Bounding box coordinate data
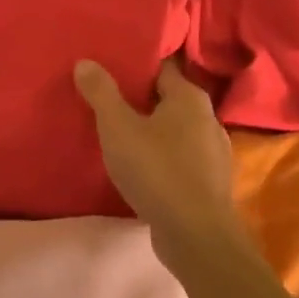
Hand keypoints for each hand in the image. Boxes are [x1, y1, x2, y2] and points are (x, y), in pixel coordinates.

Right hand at [73, 59, 245, 262]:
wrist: (197, 235)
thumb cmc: (157, 170)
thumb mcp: (118, 128)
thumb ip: (101, 93)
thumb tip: (85, 61)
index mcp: (190, 97)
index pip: (162, 66)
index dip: (137, 63)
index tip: (112, 62)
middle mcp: (208, 118)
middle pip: (169, 97)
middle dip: (141, 97)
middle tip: (108, 96)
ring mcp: (212, 152)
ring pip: (176, 129)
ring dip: (152, 129)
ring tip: (120, 131)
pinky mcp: (209, 181)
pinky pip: (180, 156)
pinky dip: (162, 155)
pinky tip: (141, 165)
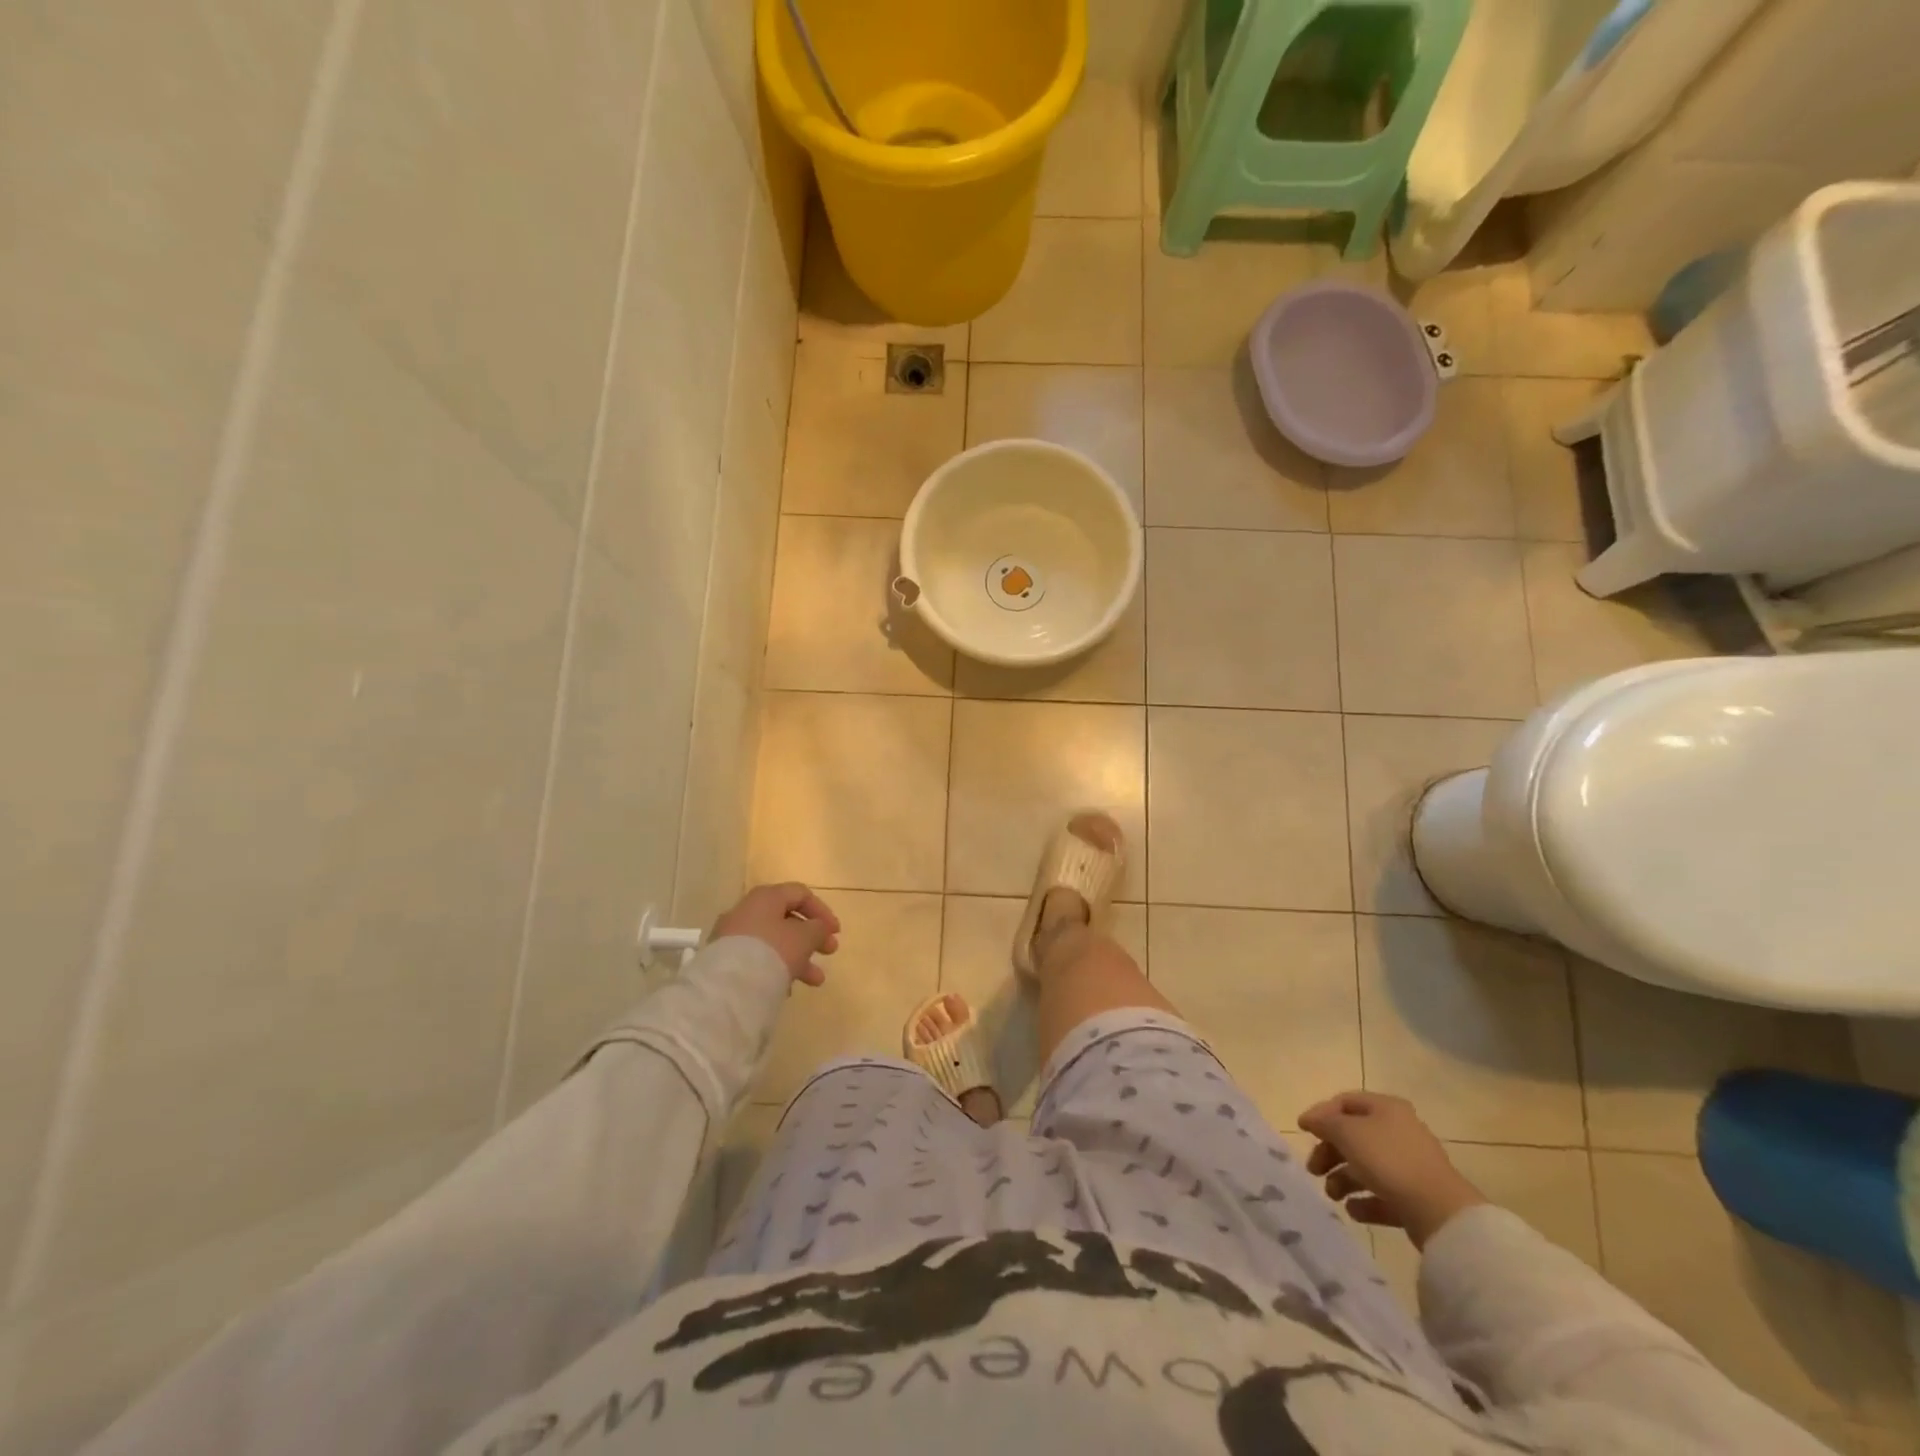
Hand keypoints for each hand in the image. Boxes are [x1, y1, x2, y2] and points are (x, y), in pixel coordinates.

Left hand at [711, 883, 840, 986]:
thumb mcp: (805, 937)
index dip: (822, 911)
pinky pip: (758, 958)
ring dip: (798, 958)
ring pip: (774, 942)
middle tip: (829, 952)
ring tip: (815, 981)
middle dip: (812, 937)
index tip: (836, 933)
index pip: (800, 894)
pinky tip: (787, 988)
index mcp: (766, 897)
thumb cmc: (773, 951)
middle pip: (786, 919)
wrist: (730, 986)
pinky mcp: (725, 959)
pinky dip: (776, 967)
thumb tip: (818, 928)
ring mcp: (733, 935)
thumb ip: (818, 929)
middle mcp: (747, 910)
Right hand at [1298, 1091, 1486, 1248]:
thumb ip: (1324, 1123)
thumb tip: (1311, 1120)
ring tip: (1332, 1195)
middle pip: (1354, 1137)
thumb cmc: (1389, 1160)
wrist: (1440, 1212)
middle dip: (1329, 1153)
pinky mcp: (1416, 1197)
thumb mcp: (1347, 1132)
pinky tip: (1353, 1210)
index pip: (1345, 1102)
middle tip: (1313, 1169)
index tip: (1302, 1131)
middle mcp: (1399, 1131)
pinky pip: (1383, 1195)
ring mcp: (1409, 1166)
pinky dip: (1365, 1201)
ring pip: (1366, 1167)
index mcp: (1386, 1108)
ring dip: (1343, 1179)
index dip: (1321, 1114)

* TASK INSTRUCTIONS:
May I have only the lines from the start of the data through the line containing "index pip: (1345, 1102)", both included, reproduced exactly and without the pictures?

* YOUR RESPONSE:
Hand keypoints for each hand in the image. Boxes are [x1, y1, x2, y2] and points are (x, y), in pixel coordinates.

Right hand at [73, 59, 245, 262]:
wrist: (197, 235)
thumb cmc: (157, 170)
thumb mcp: (118, 128)
thumb ip: (101, 93)
thumb tip: (85, 61)
index mcp: (190, 97)
index pip: (162, 66)
index dip: (137, 63)
index tip: (112, 62)
middle mcp: (208, 118)
middle pip: (169, 97)
middle dip: (141, 97)
middle tip: (108, 96)
ring mcp: (212, 152)
ring pip: (176, 129)
ring dip: (152, 129)
ring tip: (120, 131)
pinky mcp: (209, 181)
pinky pip: (180, 156)
pinky dip: (162, 155)
pinky tip: (141, 165)
Hand keypoints for each hand in the image. Boxes are [x1, y1, x2, y2] and points are (x, y), in pixel coordinates.

Left hand at [711, 883, 840, 986]:
thumb mcp: (805, 937)
index dip: (822, 911)
pinky pip: (758, 958)
ring dip: (798, 958)
ring pip: (774, 942)
middle tip: (829, 952)
ring tip: (815, 981)
middle dip: (812, 937)
index tip: (836, 933)
index pip: (800, 894)
pinky tip: (787, 988)
index mcp: (766, 897)
thumb cmc: (773, 951)
middle pip: (786, 919)
wrist: (730, 986)
pinky mcp: (725, 959)
pinky dip: (776, 967)
thumb tip: (818, 928)
ring mcp: (733, 935)
thumb ip: (818, 929)
middle mcp: (747, 910)
Right hand at [1298, 1091, 1486, 1248]:
thumb ip: (1324, 1123)
thumb tip: (1311, 1120)
ring tip: (1332, 1195)
middle pip: (1354, 1137)
thumb cmc: (1389, 1160)
wrist: (1440, 1212)
middle dip: (1329, 1153)
pinky mcp: (1416, 1197)
thumb mcp: (1347, 1132)
pinky tip: (1353, 1210)
index pip: (1345, 1102)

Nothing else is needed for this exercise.